Write out the entries exactly, leaving out every picture.

Information provided:

□ □ □ □ □ □ □

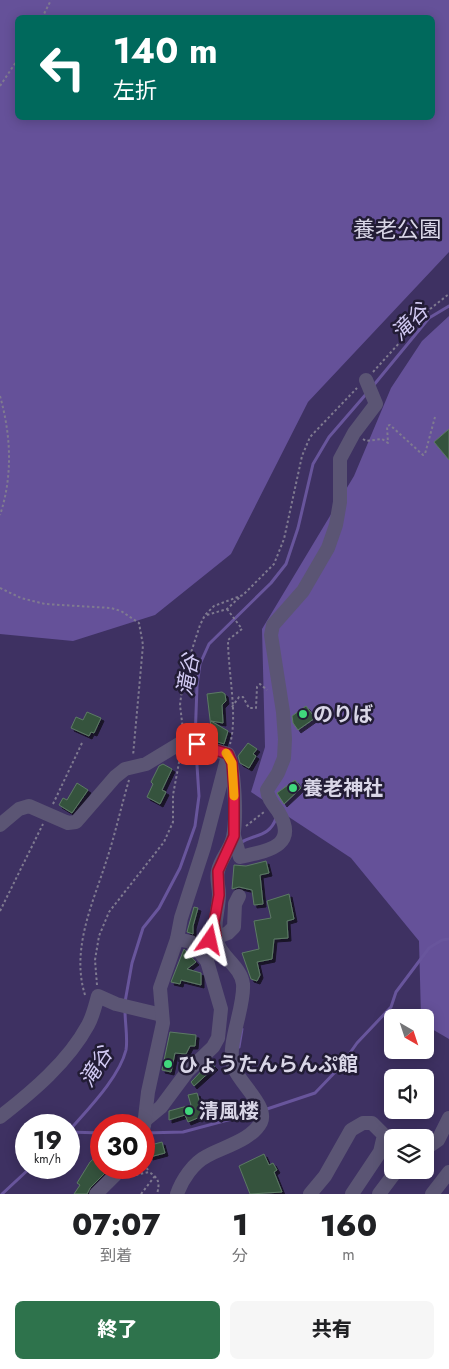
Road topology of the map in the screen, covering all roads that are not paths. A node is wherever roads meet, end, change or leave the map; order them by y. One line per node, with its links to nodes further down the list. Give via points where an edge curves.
1 (366, 380): 4 (street, via 376,404 354,432 340,459 340,502 328,548 303,591 273,625 271,635 285,739 284,758 266,790 284,822 286,834 272,850 240,857)
2 (228, 754): 3 (street, via 184,740 146,764 132,766 115,777 76,822 68,823 29,806 18,809); 4 (street, via 234,790); 5 (street)
3 (0, 825)
4 (234, 836): 6 (street)
5 (204, 847): 6 (street); 9 (street)
6 (224, 856): 8 (street, via 218,871)
7 (238, 896): 8 (street, via 234,928)
8 (216, 936): 10 (street); 11 (street); 22 (street, via 242,982 243,995 232,1055 234,1068 260,1109 261,1122 254,1131 194,1165)
9 (177, 940): 10 (street); 12 (street, via 160,988)
10 (193, 945): 11 (street)
11 (207, 961): 14 (street, via 221,1009 218,1038 213,1048 187,1072)
12 (156, 1014): 13 (street, via 160,1042); 15 (street, via 98,996 87,1026 63,1058)
13 (145, 1114)
14 (154, 1114)
15 (0, 1118)
16 (449, 1118): 17 (street)
17 (434, 1143)
18 (449, 1172): 26 (street)
19 (115, 1179): 21 (street)
20 (391, 1179): 25 (street)
21 (96, 1194)
22 (177, 1194)
23 (310, 1194): 24 (street, via 325,1176 351,1130 362,1123 372,1122 384,1135 383,1146)
24 (352, 1194)
25 (380, 1194)
26 (432, 1194)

□ □ □ □ □ □ □

Answer area:
Road topology of the map in the screen, covering all roads that are not paths. A node is wherever roads meet, end, change or leave the map; order them by y. One line per node, with its links to nodes further down the list. Give via points where an edge curves.
1 (366, 380): 4 (street, via 376,404 354,432 340,459 340,502 328,548 303,591 273,625 271,635 285,739 284,758 266,790 284,822 286,834 272,850 240,857)
2 (228, 754): 3 (street, via 184,740 146,764 132,766 115,777 76,822 68,823 29,806 18,809); 4 (street, via 234,790); 5 (street)
3 (0, 825)
4 (234, 836): 6 (street)
5 (204, 847): 6 (street); 9 (street)
6 (224, 856): 8 (street, via 218,871)
7 (238, 896): 8 (street, via 234,928)
8 (216, 936): 10 (street); 11 (street); 22 (street, via 242,982 243,995 232,1055 234,1068 260,1109 261,1122 254,1131 194,1165)
9 (177, 940): 10 (street); 12 (street, via 160,988)
10 (193, 945): 11 (street)
11 (207, 961): 14 (street, via 221,1009 218,1038 213,1048 187,1072)
12 (156, 1014): 13 (street, via 160,1042); 15 (street, via 98,996 87,1026 63,1058)
13 (145, 1114)
14 (154, 1114)
15 (0, 1118)
16 (449, 1118): 17 (street)
17 (434, 1143)
18 (449, 1172): 26 (street)
19 (115, 1179): 21 (street)
20 (391, 1179): 25 (street)
21 (96, 1194)
22 (177, 1194)
23 (310, 1194): 24 (street, via 325,1176 351,1130 362,1123 372,1122 384,1135 383,1146)
24 (352, 1194)
25 (380, 1194)
26 (432, 1194)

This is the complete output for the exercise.